L'œuvre poétique et philosophique de Gustave Thibon, qui lui valut deux grands prix de l'Académie Française, celui de littérature en 1964 et celui de philosophie en 2000, est marquée par l'influence de Simone Weil. Cette immense philosophe d'origine juive,convertie au christianisme, née en 1909 et morte à Londres en 1943 ( plusieurs fois citée sur ce blog), vient en Ardèche en 1941 pour faire l'expérience du travail agricole après avoir fait l'expérience du travail en usine. C'est Gustave Thibon qui la reçoit. Entre ces deux grands esprits se noue une profonde amitié.

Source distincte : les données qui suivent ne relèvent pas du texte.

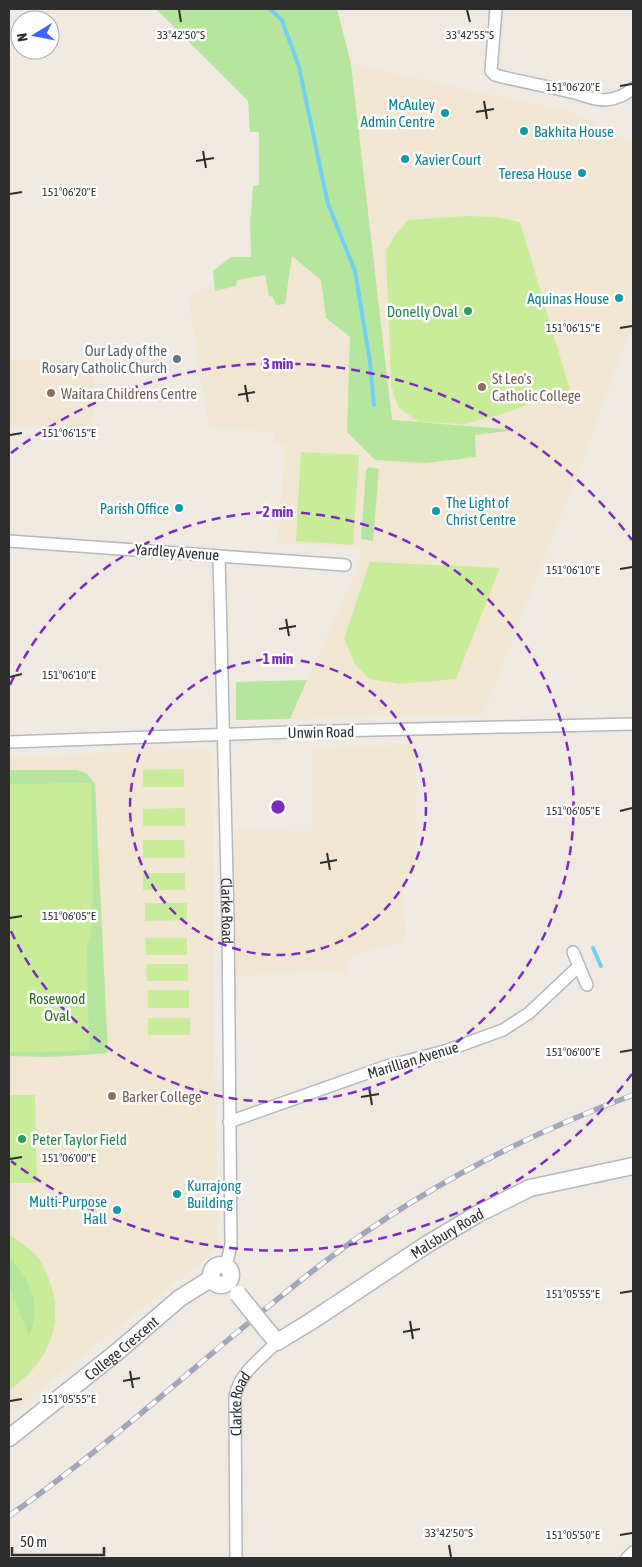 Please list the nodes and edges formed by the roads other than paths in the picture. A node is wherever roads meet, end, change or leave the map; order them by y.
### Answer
1 (496, 9) edge
2 (633, 88) edge
3 (9, 541) edge
4 (219, 556) junction
5 (345, 565) dead end
6 (633, 724) edge
7 (223, 735) junction
8 (9, 742) edge
9 (573, 952) dead end
10 (579, 966) junction
11 (587, 985) dead end
12 (229, 1122) junction
13 (633, 1166) edge
14 (226, 1266) junction
15 (212, 1278) junction
16 (233, 1289) junction
17 (277, 1342) junction
18 (9, 1438) edge
19 (633, 1552) edge
20 (236, 1558) edge
21 (627, 1558) edge

1 - 2 street
3 - 4 street, Yardley Avenue
4 - 5 street, Yardley Avenue
4 - 7 street, Clarke Road
6 - 7 street, Unwin Road
7 - 8 street, Unwin Road
7 - 12 street, Clarke Road
9 - 10 street
10 - 11 street
10 - 12 street, Marillian Avenue
12 - 14 street, Clarke Road
13 - 17 street, Malsbury Road
14 - 15 street, College Crescent
14 - 16 street
15 - 16 street
15 - 18 street, College Crescent
16 - 17 street, bridge
17 - 20 street, Clarke Road
19 - 21 street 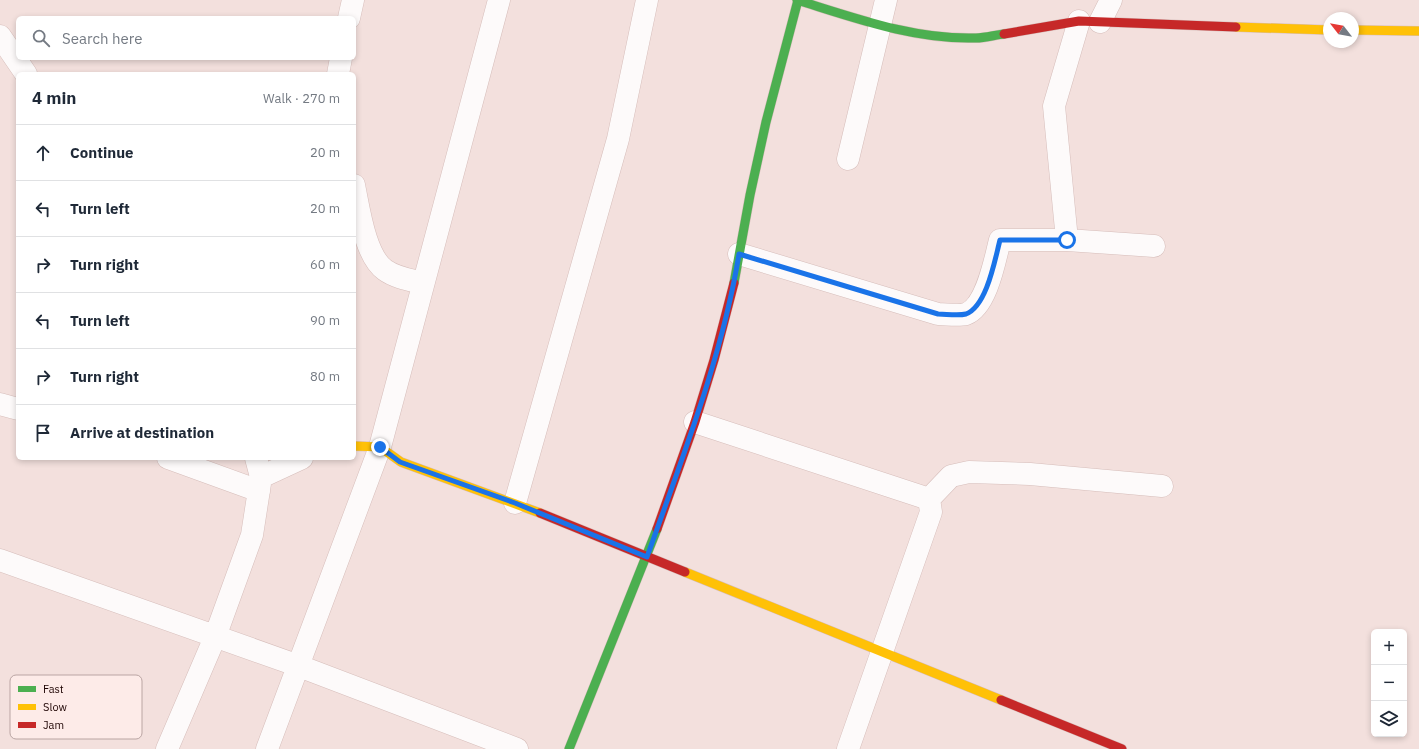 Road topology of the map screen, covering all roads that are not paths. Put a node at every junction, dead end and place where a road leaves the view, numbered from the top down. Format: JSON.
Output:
{"nodes":[{"id":1,"x":353,"y":0,"type":"edge"},
{"id":2,"x":499,"y":0,"type":"edge"},
{"id":3,"x":647,"y":0,"type":"edge"},
{"id":4,"x":798,"y":0,"type":"edge"},
{"id":5,"x":886,"y":0,"type":"edge"},
{"id":6,"x":1111,"y":0,"type":"edge"},
{"id":7,"x":349,"y":16,"type":"edge"},
{"id":8,"x":1089,"y":21,"type":"junction"},
{"id":9,"x":878,"y":25,"type":"junction"},
{"id":10,"x":1323,"y":30,"type":"edge"},
{"id":11,"x":1359,"y":30,"type":"edge"},
{"id":12,"x":1419,"y":30,"type":"edge"},
{"id":13,"x":0,"y":36,"type":"edge"},
{"id":14,"x":16,"y":59,"type":"edge"},
{"id":15,"x":16,"y":60,"type":"edge"},
{"id":16,"x":341,"y":60,"type":"edge"},
{"id":17,"x":25,"y":72,"type":"edge"},
{"id":18,"x":338,"y":72,"type":"edge"},
{"id":19,"x":848,"y":159,"type":"dead end"},
{"id":20,"x":356,"y":193,"type":"edge"},
{"id":21,"x":1067,"y":240,"type":"junction"},
{"id":22,"x":1154,"y":246,"type":"dead end"},
{"id":23,"x":739,"y":254,"type":"junction"},
{"id":24,"x":424,"y":283,"type":"junction"},
{"id":25,"x":0,"y":404,"type":"edge"},
{"id":26,"x":16,"y":408,"type":"edge"},
{"id":27,"x":695,"y":422,"type":"junction"},
{"id":28,"x":356,"y":446,"type":"edge"},
{"id":29,"x":380,"y":447,"type":"junction"},
{"id":30,"x":179,"y":460,"type":"edge"},
{"id":31,"x":297,"y":460,"type":"edge"},
{"id":32,"x":259,"y":475,"type":"edge"},
{"id":33,"x":1162,"y":486,"type":"dead end"},
{"id":34,"x":929,"y":499,"type":"junction"},
{"id":35,"x":515,"y":503,"type":"junction"},
{"id":36,"x":647,"y":557,"type":"junction"},
{"id":37,"x":0,"y":560,"type":"edge"},
{"id":38,"x":215,"y":637,"type":"junction"},
{"id":39,"x":882,"y":652,"type":"junction"},
{"id":40,"x":298,"y":666,"type":"junction"},
{"id":41,"x":167,"y":749,"type":"edge"},
{"id":42,"x":267,"y":749,"type":"edge"},
{"id":43,"x":517,"y":749,"type":"edge"},
{"id":44,"x":569,"y":749,"type":"edge"},
{"id":45,"x":848,"y":749,"type":"edge"},
{"id":46,"x":1122,"y":749,"type":"edge"}],
"edges":[{"from":1,"to":7,"type":"street"},
{"from":2,"to":24,"type":"street"},
{"from":3,"to":35,"type":"street"},
{"from":4,"to":9,"type":"street"},
{"from":4,"to":23,"type":"street"},
{"from":5,"to":9,"type":"street"},
{"from":6,"to":8,"type":"street"},
{"from":8,"to":9,"type":"street"},
{"from":8,"to":10,"type":"street"},
{"from":8,"to":21,"type":"street"},
{"from":9,"to":19,"type":"street"},
{"from":11,"to":12,"type":"street"},
{"from":13,"to":14,"type":"street"},
{"from":15,"to":17,"type":"street"},
{"from":16,"to":18,"type":"street"},
{"from":20,"to":24,"type":"street"},
{"from":21,"to":22,"type":"street"},
{"from":21,"to":23,"type":"street"},
{"from":23,"to":27,"type":"street"},
{"from":24,"to":29,"type":"street"},
{"from":25,"to":26,"type":"street"},
{"from":27,"to":34,"type":"street"},
{"from":27,"to":36,"type":"street"},
{"from":28,"to":29,"type":"street"},
{"from":29,"to":35,"type":"street"},
{"from":29,"to":40,"type":"street"},
{"from":30,"to":32,"type":"street"},
{"from":31,"to":32,"type":"street"},
{"from":32,"to":38,"type":"street"},
{"from":33,"to":34,"type":"street"},
{"from":34,"to":39,"type":"street"},
{"from":35,"to":36,"type":"street"},
{"from":36,"to":39,"type":"street"},
{"from":36,"to":44,"type":"street"},
{"from":37,"to":38,"type":"street"},
{"from":38,"to":40,"type":"street"},
{"from":38,"to":41,"type":"street"},
{"from":39,"to":45,"type":"street"},
{"from":39,"to":46,"type":"street"},
{"from":40,"to":42,"type":"street"},
{"from":40,"to":43,"type":"street"}]} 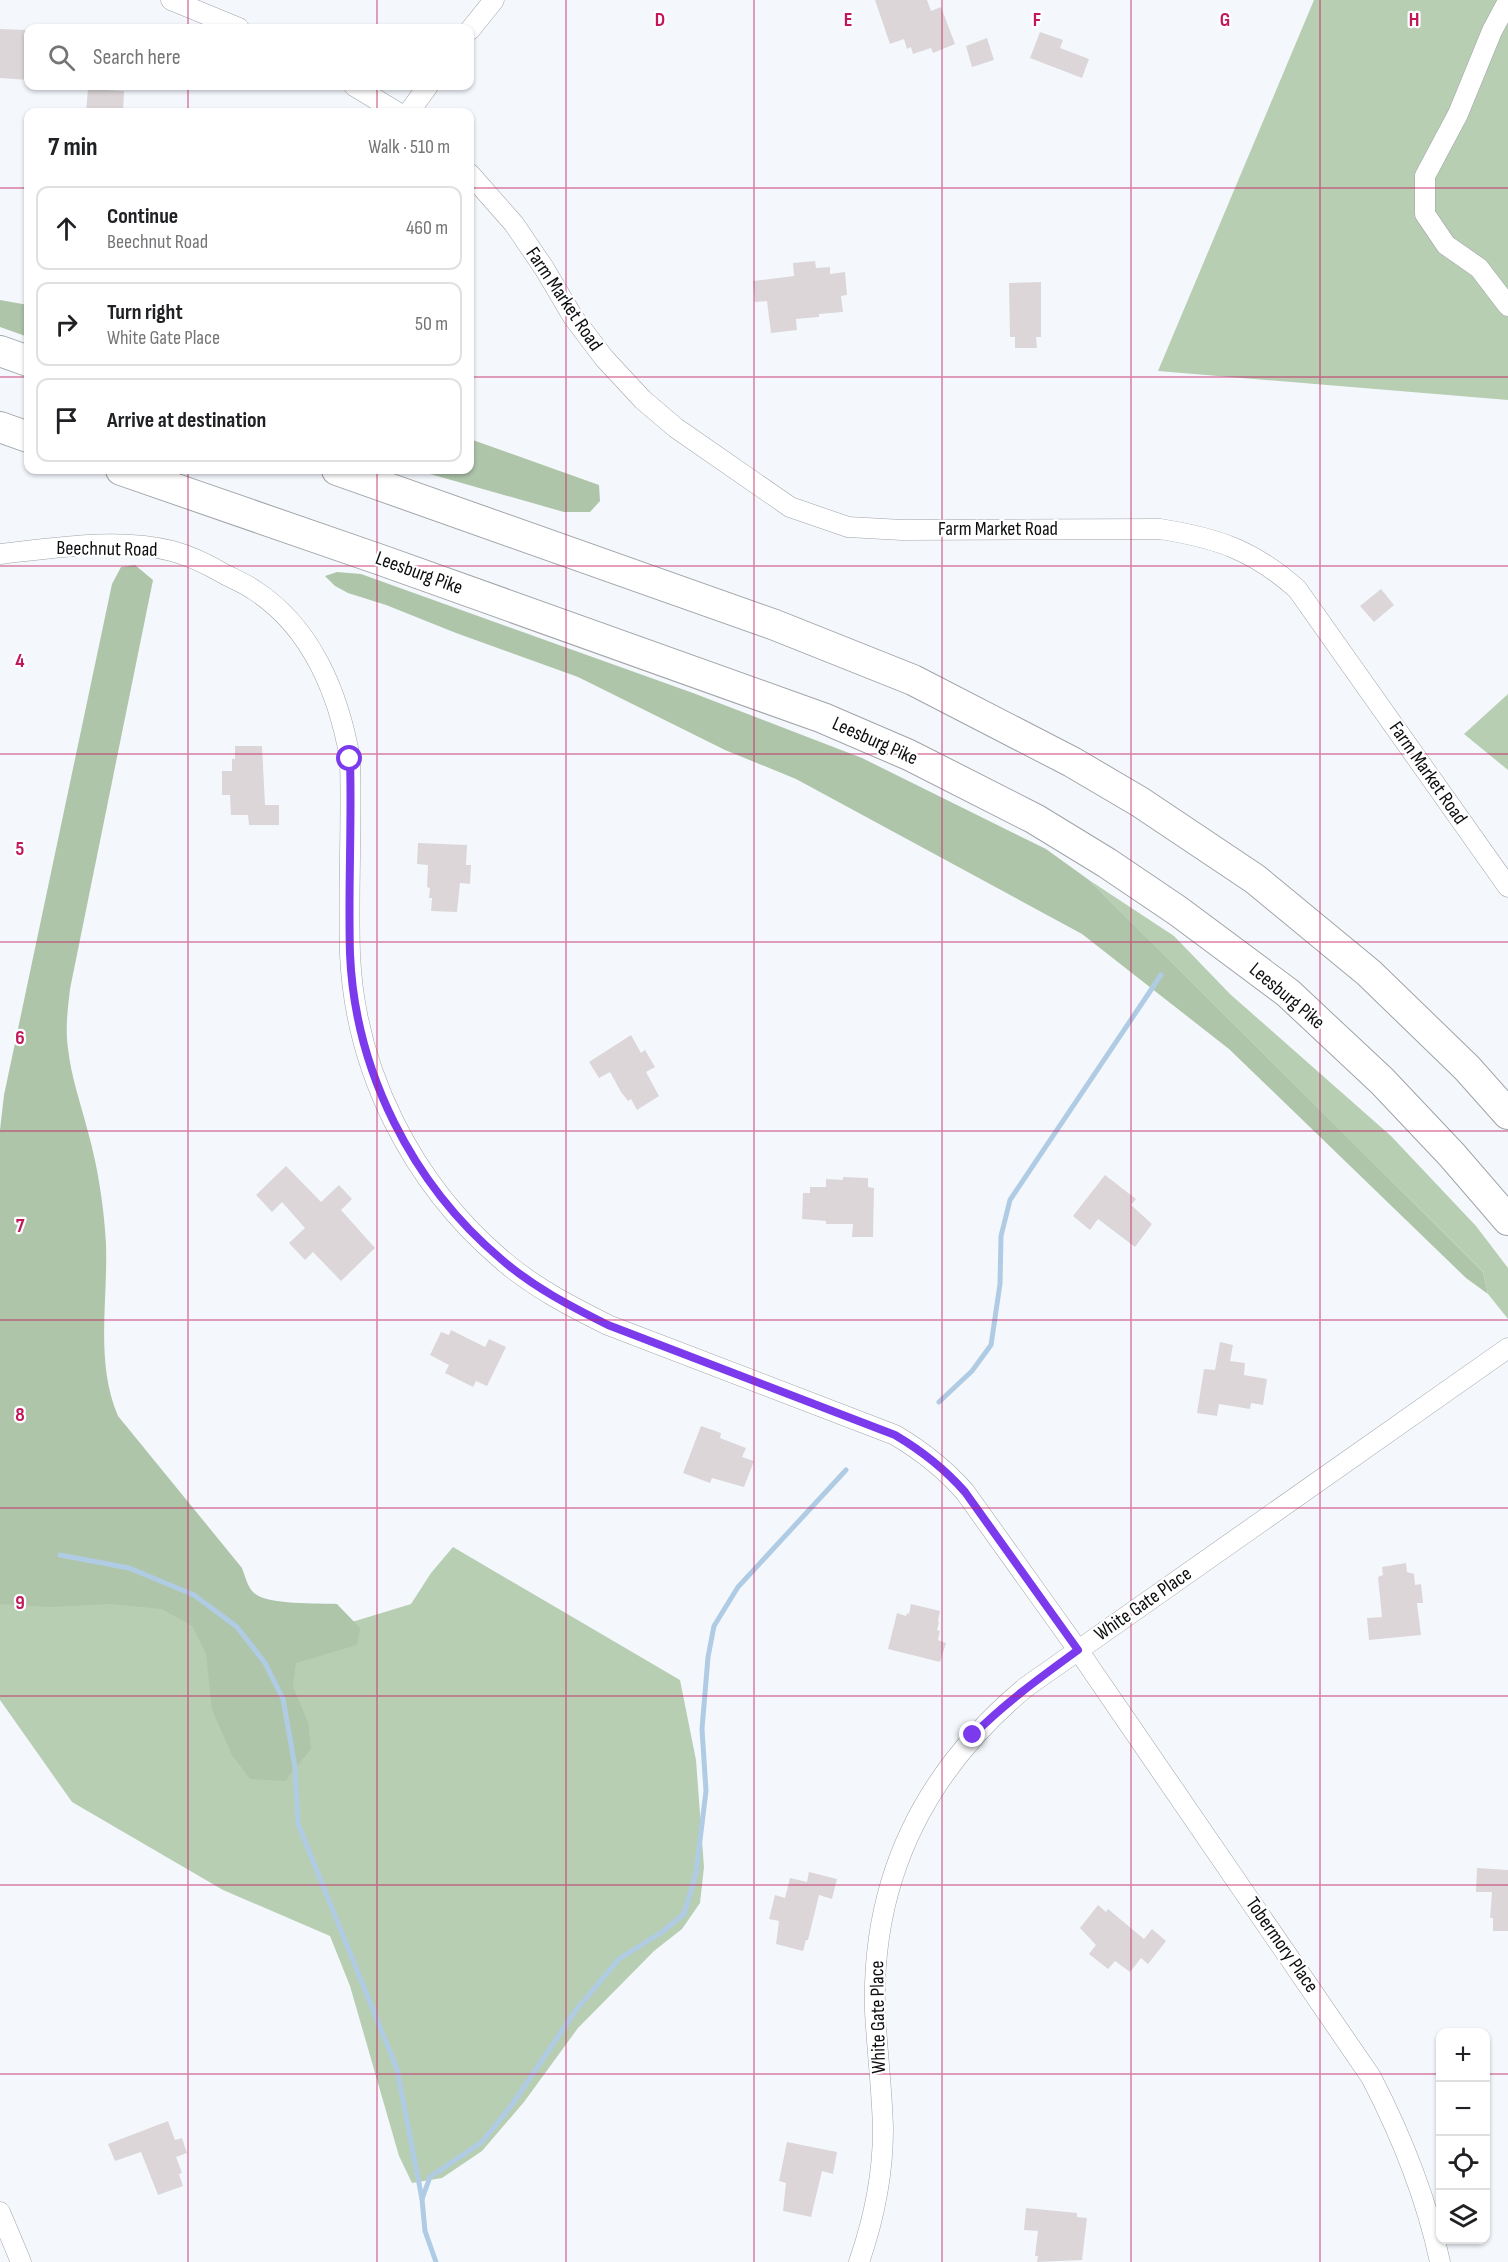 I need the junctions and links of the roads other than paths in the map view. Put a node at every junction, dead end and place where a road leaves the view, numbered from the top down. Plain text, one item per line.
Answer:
1 (171, 0) edge
2 (495, 0) edge
3 (1508, 1) edge
4 (229, 24) edge
5 (474, 25) edge
6 (361, 90) edge
7 (425, 90) edge
8 (390, 108) edge
9 (412, 108) edge
10 (474, 179) edge
11 (1508, 306) edge
12 (0, 351) edge
13 (24, 360) edge
14 (0, 427) edge
15 (24, 436) edge
16 (133, 474) edge
17 (348, 474) edge
18 (0, 554) edge
19 (1508, 887) edge
20 (1508, 1114) edge
21 (1501, 1211) edge
22 (1508, 1237) edge
23 (1508, 1348) edge
24 (1078, 1650) junction
25 (0, 2212) edge
26 (21, 2262) edge
27 (859, 2262) edge
28 (1440, 2262) edge

1 - 4 street
2 - 5 street
3 - 11 street
6 - 8 street
7 - 9 street
10 - 19 street, Farm Market Road
12 - 13 highway
14 - 15 highway
16 - 21 highway, Leesburg Pike
17 - 20 highway
18 - 24 street, Beechnut Road
21 - 22 highway
23 - 24 street, White Gate Place
24 - 27 street, White Gate Place
24 - 28 street, Tobermory Place
25 - 26 street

En 1942, en partance pour l'Amérique où elle devait accompagner ses parents afin de les mettre à l'abri avant de rejoindre le général de Gaulle à Londres, Simone Weil confie à Gustave Thibon  ses Cahiers, un ensemble de réflexions sous forme de fragments, dont il tirera La pesanteur et la grâce, qu'il fera publier en 1947. Cristina Campo traduira en italien en 1951 cet ouvrage majeur, accessible à toute personne en recherche spirituelle.

 

Nous publierons prochainement des extraits de l'Offrande du soir de Gustave Thibon.

 

Élisabeth Bart-Mermin

 

 

jeudi, 19 juillet 2012

Armand Robin, Bernard Lacroix, poètes "anarchistes de la grâce"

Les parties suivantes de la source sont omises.